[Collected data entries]

----

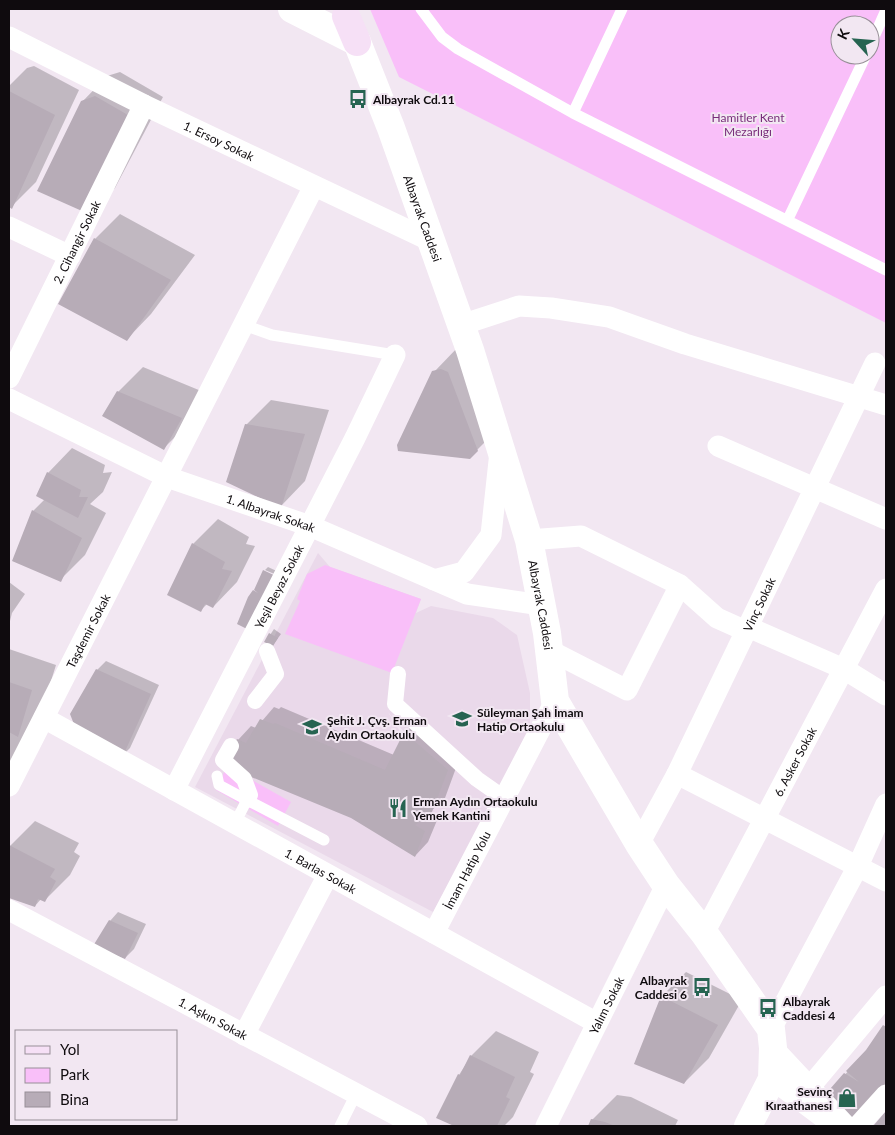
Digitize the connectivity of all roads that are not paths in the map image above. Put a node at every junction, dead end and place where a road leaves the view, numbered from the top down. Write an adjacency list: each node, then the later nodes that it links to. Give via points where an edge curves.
1 (292, 9): 8 (street)
2 (421, 9): 11 (lane, via 442,37 458,49)
3 (622, 9): 11 (lane)
4 (886, 10): 6 (lane)
5 (340, 11): 8 (main road)
6 (880, 24)
7 (9, 37): 10 (street, 1. Ersoy Sokak)
8 (357, 42): 15 (street, Albayrak Caddesi)
9 (861, 65): 13 (lane)
10 (144, 105): 12 (street, 1. Ersoy Sokak); 16 (street, 2. Cihangir Sokak)
11 (573, 113): 13 (lane)
12 (314, 186): 15 (street, 1. Ersoy Sokak); 18 (street, Taşdemir Sokak)
13 (788, 220): 17 (lane)
14 (9, 227): 16 (street)
15 (431, 241): 19 (street, Albayrak Caddesi)
16 (70, 256): 22 (street, 2. Cihangir Sokak)
17 (886, 270)
18 (244, 325): 20 (lane, via 272,335); 28 (street, Taşdemir Sokak)
19 (461, 325): 23 (street, via 519,306 609,318 685,344); 27 (street, Albayrak Caddesi)
20 (395, 355): 31 (street, Yeşil Beyaz Sokak)
21 (875, 363): 23 (street, Vinç Sokak)
22 (9, 378)
23 (860, 395): 25 (street); 29 (street, Vinç Sokak)
24 (9, 399): 28 (street, 1. Albayrak Sokak)
25 (886, 404)
26 (718, 446): 29 (street)
27 (500, 447): 32 (street, Albayrak Caddesi); 33 (street, via 491,535 464,572)
28 (167, 477): 31 (street, 1. Albayrak Sokak); 45 (street, Taşdemir Sokak)
29 (815, 488): 30 (street); 37 (street, Vinç Sokak)
30 (886, 519)
31 (310, 526): 33 (street, 1. Albayrak Sokak); 50 (street, Yeşil Beyaz Sokak)
32 (529, 540): 34 (street, via 582,536); 36 (street, Albayrak Caddesi)
33 (434, 580): 36 (street, 1. Albayrak Sokak, via 467,594)
34 (680, 585): 37 (street, via 717,618); 38 (street, via 627,690)
35 (886, 589): 40 (street, 6. Asker Sokak)
36 (542, 605): 38 (street, Albayrak Caddesi)
37 (747, 629): 40 (street); 47 (street, Vinç Sokak)
38 (549, 650): 44 (street, Albayrak Caddesi)
39 (266, 651): 43 (street, via 276,674)
40 (844, 669): 42 (street); 54 (street, 6. Asker Sokak)
41 (398, 674): 51 (street, via 395,704 478,779)
42 (886, 695)
43 (254, 701)
44 (555, 701): 51 (street, İmam Hatip Yolu); 57 (street, Albayrak Caddesi)
45 (44, 718): 49 (street, Taşdemir Sokak); 50 (street, 1. Barlas Sokak)
46 (231, 746): 52 (street, via 222,760 244,779 250,795)
47 (677, 774): 54 (street); 57 (street, Vinç Sokak)
48 (217, 776): 52 (lane, via 219,785)
49 (9, 786)
50 (174, 790): 55 (street, 1. Barlas Sokak)
51 (504, 798): 63 (street, İmam Hatip Yolu)
52 (247, 800): 55 (lane); 56 (lane)
53 (886, 804): 58 (street)
54 (764, 818): 58 (street); 64 (street, 6. Asker Sokak)
55 (234, 823): 59 (street, 1. Barlas Sokak)
56 (324, 840)
57 (639, 844): 61 (street, Albayrak Caddesi)
58 (858, 866): 60 (street); 68 (street)
59 (328, 875): 63 (street, 1. Barlas Sokak); 67 (street)
60 (886, 880)
61 (666, 885): 64 (street, Albayrak Caddesi); 66 (street, Yalım Sokak)
62 (9, 910): 67 (street, 1. Aşkın Sokak)
63 (434, 933): 66 (street, 1. Barlas Sokak)
64 (704, 933): 68 (street, Albayrak Caddesi)
65 (886, 996): 70 (street)
66 (597, 1023): 75 (street, Yalım Sokak)
67 (244, 1034): 71 (street, 1. Aşkın Sokak)
68 (772, 1039): 69 (street); 70 (street)
69 (772, 1079): 76 (street); 77 (street)
70 (809, 1088): 78 (street)
71 (356, 1094): 73 (lane); 74 (street, 1. Aşkın Sokak)
72 (886, 1095): 79 (street)
73 (340, 1126)
74 (418, 1126)
75 (546, 1126)
76 (748, 1126)
77 (834, 1126)
78 (846, 1126)
79 (858, 1126)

----

#### [WHAT YOU WILL DO]
Scanning the data above, count the lines in which the string "Barlas" occurs and state only the count.

#### [OUTPUT OF THE EXERCISE]
5